Authored by yaxunl on Oct 6 2016, 1:00 PM.

Details

Summary

Certain OpenCL builtin functions are supposed to be executed by all threads in a work group or sub group. Such functions should not be made divergent during transformation. It makes sense to mark them with convergent attribute.

The adding of convergent attribute is based on Ettore Speziale's work and the original proposal and patch can be found at https://www.mail-archive.com/cfe-commits@lists.llvm.org/msg22271.html.

A test is added to demonstrate that convergent attribute prevents invalid transformations and allows valid loop unrolling whereas noduplicate does not.

Diff Detail

Event Timeline

yaxunl updated this revision to Diff 73839.Oct 6 2016, 1:00 PM
yaxunl retitled this revision from to [OpenCL] Add noduplicate to group functions opencl-c.h.
yaxunl updated this object.
yaxunl added reviewers: Anastasia, bader.
yaxunl retitled this revision from [OpenCL] Add noduplicate to group functions opencl-c.h to [OpenCL] Mark group functions as noduplicate in opencl-c.h.
yaxunl added subscribers: cfe-commits, b-sumner.
arsenm added a subscriber: arsenm.Oct 6 2016, 7:15 PM

These should be convergent instead

clang does not recognize convergent as a valid attribute. There was an attempt to add this, see https://www.mail-archive.com/cfe-commits@lists.llvm.org/msg22271.html but it hasn't had any result. Matt do you see "real uses" for this now?

yaxunl added a comment.Oct 7 2016, 7:53 AM

These should be convergent instead

Unfortunately convergent is not supported as Clang attribute. There was patch to add it but the author withdrew it.

Anastasia/Alexey,

Do you think it is a good idea to add attribute((convergent)) to clang and mark these group functions with it?

convergent put more restrictions on what transformations are allowed, whereas noduplicate only forbids duplicate of the function calls.

Thanks.

Anastasia edited edge metadata.Oct 8 2016, 4:52 AM

Do you have any code example where Clang/LLVM performs wrong optimizations with respect to the control flow of SPMD execution?

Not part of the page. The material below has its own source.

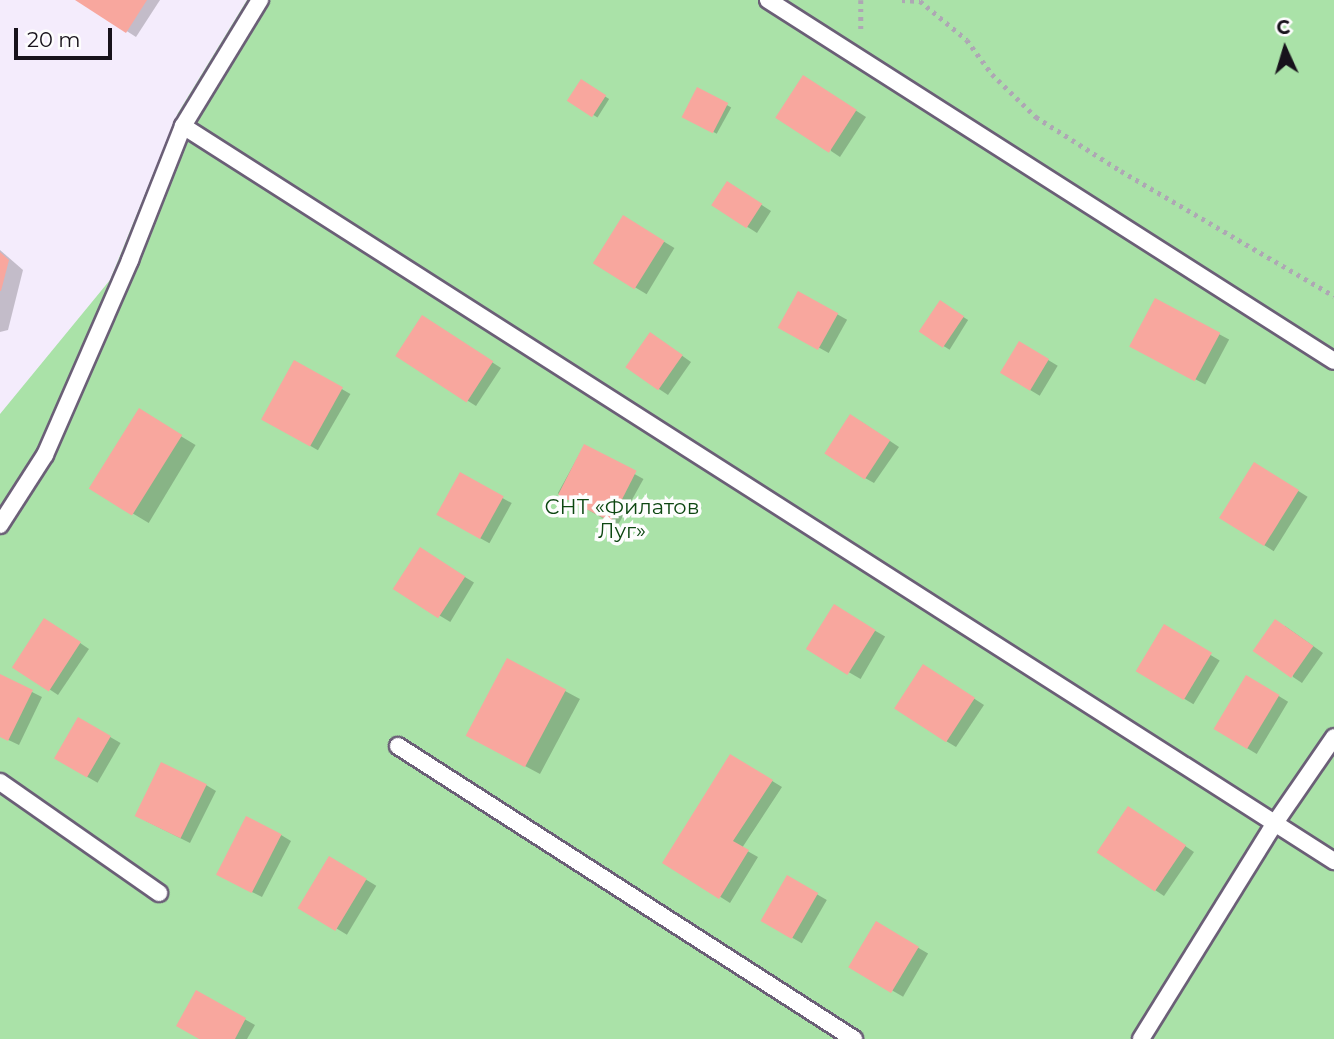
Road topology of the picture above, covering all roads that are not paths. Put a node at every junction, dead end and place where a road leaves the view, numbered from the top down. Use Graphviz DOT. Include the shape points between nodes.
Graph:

My understanding from the earlier discussion we have had: https://www.mail-archive.com/cfe-commits@lists.llvm.org/msg22643.html that noduplicate is essentially enough for the frontend to prevent erroneous optimizations. Because in general compiler can't do much with unknown function calls.

For LLVM intrinsics it is slightly different as I can deduce from this discussion:http://lists.llvm.org/pipermail/llvm-dev/2015-May/085558.html . It seems like by default it's assumed to be side effect free and can be optimized in various ways.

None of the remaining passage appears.